Después de mucho combatir el presupuesto doméstico, luego de mantener encrespadas batallas con las múltiples facturas del hogar, acaba uno por asumir que este año la playa la va a disfrutar en las tibias entrañas del dulce hogar. No en las sedeñas arenas de la costa, sino encerrado entre los deliciosos muros de la prisión familiar. Al niño, que acaba de cumplir seis meses, tierno angelito, hay que apuntarlo ya a piano y a inglés. Todo son gastos, todo son prioridades. A la abuela, que acaba de cumplir, gracias al yoga, ciento trece radiantes primaveras, tierna criatura, hay que llevarla al dentista. A la hermana soltera, que convive con nosotros por hacer piña, recién cumplida su quinta crisis sentimental, hay que financiarle la compra del cochecito nuevo. Todo son desvelos por el bien de la tribu. Todo es apretarse un poquito más el cinturón y rascar la hucha raquítica de las vacaciones. Todo es amor.

Quién aspira a pasear por los marítimos senderos, acariciado por la húmeda brisa y bañado por los plateados dedos de la luna, cuando puede embelesarse cómodamente en un tresillo heredado, preñado de jorobas y debidamente enfundado en verde algodón florido —enfundar los sillones y no admirar nunca su tapicería original es un enigma peninsular que da para otro artículo mezquino—. Quién querría sentirse arrobado con el incesante murmullo de las olas, lenguas aterciopeladas de un mar espumoso que nos acuna con su apasionado vaivén nocturno, cuando tenemos el consuelo de la Eurocopa, cuando podemos sentirnos igualmente arrullados con las soporíferas narraciones de Rivero, cantando los goles en hermosos y estremecedores falsetes.

En la salita de estar cabecea una boya, que flota dulcemente entre las aguas para señalarnos el itinerario por donde navegar con el yate.

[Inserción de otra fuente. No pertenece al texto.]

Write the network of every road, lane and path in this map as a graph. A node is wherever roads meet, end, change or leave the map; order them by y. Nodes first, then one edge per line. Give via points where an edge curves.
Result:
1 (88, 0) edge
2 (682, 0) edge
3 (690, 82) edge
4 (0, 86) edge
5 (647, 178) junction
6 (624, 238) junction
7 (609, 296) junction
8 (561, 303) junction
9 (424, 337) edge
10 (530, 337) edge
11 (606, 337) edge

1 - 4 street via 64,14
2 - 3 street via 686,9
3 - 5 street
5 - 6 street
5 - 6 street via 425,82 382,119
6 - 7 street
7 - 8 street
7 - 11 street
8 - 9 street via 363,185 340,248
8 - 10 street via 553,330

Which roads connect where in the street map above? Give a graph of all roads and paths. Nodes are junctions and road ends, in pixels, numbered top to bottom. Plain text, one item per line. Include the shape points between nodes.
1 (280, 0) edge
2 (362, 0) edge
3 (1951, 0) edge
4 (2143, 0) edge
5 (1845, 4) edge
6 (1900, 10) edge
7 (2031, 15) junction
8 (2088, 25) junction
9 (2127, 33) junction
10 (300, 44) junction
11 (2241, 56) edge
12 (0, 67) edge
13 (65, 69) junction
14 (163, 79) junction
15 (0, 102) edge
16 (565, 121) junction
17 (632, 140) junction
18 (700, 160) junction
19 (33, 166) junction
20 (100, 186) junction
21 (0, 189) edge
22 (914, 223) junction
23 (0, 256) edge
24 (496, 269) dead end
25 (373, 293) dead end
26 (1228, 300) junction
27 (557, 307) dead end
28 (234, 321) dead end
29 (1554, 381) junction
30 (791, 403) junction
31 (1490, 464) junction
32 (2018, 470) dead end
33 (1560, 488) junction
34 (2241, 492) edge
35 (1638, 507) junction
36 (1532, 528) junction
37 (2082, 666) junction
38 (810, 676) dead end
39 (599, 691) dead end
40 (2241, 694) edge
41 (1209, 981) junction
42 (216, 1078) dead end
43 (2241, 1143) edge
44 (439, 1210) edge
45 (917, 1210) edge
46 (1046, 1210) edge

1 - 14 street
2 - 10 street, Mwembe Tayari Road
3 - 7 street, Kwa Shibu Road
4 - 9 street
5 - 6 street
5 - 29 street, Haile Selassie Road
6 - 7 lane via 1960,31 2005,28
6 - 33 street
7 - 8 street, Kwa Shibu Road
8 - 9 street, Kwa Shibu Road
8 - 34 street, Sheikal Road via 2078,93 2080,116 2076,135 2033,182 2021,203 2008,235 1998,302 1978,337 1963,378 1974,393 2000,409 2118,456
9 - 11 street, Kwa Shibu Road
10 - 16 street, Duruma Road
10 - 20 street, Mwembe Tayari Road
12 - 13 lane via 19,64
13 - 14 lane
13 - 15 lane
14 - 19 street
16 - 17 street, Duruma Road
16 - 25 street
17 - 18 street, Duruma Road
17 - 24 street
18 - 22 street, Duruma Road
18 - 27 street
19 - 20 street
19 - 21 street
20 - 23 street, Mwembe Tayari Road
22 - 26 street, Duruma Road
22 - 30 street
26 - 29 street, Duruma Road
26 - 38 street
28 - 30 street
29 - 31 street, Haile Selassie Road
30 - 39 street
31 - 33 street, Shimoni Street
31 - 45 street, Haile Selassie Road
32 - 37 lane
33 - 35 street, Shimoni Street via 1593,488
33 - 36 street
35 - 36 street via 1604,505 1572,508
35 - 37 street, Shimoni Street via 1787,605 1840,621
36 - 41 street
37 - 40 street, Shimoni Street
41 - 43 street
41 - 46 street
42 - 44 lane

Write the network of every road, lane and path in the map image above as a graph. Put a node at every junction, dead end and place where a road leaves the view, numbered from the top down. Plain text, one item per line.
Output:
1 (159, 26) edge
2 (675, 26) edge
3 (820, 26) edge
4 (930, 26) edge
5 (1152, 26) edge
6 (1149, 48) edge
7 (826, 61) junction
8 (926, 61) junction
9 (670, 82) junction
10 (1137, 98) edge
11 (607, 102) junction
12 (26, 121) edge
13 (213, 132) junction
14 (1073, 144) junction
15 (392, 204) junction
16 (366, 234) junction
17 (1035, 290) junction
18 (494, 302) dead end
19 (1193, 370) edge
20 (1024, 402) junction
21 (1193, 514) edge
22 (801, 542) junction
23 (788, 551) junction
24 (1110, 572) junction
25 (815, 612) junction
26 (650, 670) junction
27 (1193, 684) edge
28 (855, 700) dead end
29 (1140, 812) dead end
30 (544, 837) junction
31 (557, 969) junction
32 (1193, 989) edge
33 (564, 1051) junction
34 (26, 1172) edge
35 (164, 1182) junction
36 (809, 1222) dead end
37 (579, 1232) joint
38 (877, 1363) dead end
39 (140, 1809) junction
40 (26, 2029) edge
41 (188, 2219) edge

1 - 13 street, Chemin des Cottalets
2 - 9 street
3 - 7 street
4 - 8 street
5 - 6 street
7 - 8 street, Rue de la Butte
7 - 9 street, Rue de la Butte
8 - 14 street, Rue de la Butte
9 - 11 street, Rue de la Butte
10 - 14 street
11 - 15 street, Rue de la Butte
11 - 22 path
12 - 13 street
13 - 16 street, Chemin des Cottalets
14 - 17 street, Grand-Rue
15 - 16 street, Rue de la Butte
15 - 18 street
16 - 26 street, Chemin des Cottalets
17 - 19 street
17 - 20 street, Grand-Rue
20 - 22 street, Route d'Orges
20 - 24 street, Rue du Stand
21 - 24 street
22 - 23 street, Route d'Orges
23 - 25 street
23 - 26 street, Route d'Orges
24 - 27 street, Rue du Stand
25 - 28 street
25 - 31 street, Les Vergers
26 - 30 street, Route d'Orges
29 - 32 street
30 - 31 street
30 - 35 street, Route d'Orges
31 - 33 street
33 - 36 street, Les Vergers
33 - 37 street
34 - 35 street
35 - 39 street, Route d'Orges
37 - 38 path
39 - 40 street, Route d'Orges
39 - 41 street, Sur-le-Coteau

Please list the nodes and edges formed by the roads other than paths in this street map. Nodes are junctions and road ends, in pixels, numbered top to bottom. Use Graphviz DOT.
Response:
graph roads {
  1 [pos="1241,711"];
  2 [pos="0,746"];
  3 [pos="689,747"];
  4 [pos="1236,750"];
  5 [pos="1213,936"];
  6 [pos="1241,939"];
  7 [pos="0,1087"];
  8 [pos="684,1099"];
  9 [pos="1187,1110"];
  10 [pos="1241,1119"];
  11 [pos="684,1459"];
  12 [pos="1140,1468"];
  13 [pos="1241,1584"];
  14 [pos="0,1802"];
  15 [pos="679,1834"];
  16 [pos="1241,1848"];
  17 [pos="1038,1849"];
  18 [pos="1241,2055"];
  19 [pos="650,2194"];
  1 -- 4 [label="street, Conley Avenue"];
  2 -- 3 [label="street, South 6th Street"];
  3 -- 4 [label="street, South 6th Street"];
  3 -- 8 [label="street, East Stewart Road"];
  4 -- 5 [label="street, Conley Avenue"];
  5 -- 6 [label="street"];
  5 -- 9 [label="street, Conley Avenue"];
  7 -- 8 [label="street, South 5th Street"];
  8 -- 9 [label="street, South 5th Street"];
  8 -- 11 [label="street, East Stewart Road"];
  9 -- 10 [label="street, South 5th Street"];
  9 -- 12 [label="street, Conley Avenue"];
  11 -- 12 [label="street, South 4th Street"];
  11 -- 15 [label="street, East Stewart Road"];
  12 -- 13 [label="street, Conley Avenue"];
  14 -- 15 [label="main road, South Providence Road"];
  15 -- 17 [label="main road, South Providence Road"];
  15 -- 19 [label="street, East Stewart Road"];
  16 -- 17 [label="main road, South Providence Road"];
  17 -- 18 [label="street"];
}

Es la suegra, embutida en su furioso corpiño rojo. A estribor, la chiquilla, que a sus cinco años ha comenzado a desatar los primeros esbozos de un elevado arte pictórico, y le ha dado por empuñar un rotulador gordo y decorar las paredes color salmón del pasillo con bellísimas y divertidas figuras: un hipopótamo, una margarita, un pene, un torreón medieval… Pedaleamos junto al abuelo en el balcón, sentados en las sillas forradas de escay de la cocina, imaginarios patines sobre el agua cristalina —ocupando por rigurosos turnos este idílico trocito de terraza por temor a que el suelo reviente con el peso de la familia al completo—, y contemplamos ebrios de felicidad, no el cuenco mugriento del perro, no esos tres huesos perdidos de pollo del mediodía, no la colilla del cuñado, sino asombrosos arrecifes de coral, visión refrescante y delicada de ensueño. Y aspiramos con lágrimas dichosas en los ojos, como acodados en la ilusoria cubierta de un barco, el aire negro y emponzoñado de la ciudad.

Después de mucho combatir los números rojos de la tozuda realidad, acaba uno por asumir que este año la playa va a disfrutarla entre las miserables paredes engoteladas. Ah, qué ocasión tan a propósito para rodearse uno de los suyos, para sentir el calor —especialmente el calor— de la familia, ese tesoro, ese burbujeante manantial de alegrías.